> [Task item]
Copy each line below that contains "Lato".

> [Records from a dataset]
- Opening Delimiter -

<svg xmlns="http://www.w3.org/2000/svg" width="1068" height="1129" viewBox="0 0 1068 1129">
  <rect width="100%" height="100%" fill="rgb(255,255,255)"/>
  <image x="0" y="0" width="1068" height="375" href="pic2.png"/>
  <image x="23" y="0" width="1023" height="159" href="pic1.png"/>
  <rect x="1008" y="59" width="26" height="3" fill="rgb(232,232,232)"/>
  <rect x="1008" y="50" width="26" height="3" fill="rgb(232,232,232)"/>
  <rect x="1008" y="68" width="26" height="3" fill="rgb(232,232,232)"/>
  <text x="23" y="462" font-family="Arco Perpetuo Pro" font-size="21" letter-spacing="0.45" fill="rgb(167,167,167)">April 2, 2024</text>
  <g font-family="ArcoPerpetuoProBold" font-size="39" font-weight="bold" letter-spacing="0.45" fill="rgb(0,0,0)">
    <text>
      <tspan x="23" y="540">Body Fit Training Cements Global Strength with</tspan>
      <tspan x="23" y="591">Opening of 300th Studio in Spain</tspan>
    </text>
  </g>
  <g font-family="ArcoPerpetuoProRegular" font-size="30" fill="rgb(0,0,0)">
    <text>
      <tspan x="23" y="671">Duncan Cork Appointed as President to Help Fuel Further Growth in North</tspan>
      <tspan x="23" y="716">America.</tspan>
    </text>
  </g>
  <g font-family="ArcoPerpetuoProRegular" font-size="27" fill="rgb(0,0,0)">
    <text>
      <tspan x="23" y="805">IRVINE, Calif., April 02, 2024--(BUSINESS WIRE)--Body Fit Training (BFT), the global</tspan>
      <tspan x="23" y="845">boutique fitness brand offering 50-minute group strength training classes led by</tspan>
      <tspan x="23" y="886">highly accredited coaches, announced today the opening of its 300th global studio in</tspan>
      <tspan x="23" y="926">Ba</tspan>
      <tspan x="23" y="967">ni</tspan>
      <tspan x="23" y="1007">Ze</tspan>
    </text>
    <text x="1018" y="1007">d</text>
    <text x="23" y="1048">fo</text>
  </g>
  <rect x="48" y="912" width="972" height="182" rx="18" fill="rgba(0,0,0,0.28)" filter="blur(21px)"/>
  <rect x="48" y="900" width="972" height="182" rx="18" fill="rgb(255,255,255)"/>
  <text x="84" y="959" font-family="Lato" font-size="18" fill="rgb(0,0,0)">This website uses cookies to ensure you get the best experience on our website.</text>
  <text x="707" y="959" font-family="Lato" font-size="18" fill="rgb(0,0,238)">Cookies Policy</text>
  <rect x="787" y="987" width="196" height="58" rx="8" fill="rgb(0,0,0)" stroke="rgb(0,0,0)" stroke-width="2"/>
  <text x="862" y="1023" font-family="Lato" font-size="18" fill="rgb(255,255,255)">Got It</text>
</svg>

- Closing Delimiter -

> [Answer for this exercise]
  <text x="84" y="959" font-family="Lato" font-size="18" fill="rgb(0,0,0)">This website uses cookies to ensure you get the best experience on our website.</text>
  <text x="707" y="959" font-family="Lato" font-size="18" fill="rgb(0,0,238)">Cookies Policy</text>
  <text x="862" y="1023" font-family="Lato" font-size="18" fill="rgb(255,255,255)">Got It</text>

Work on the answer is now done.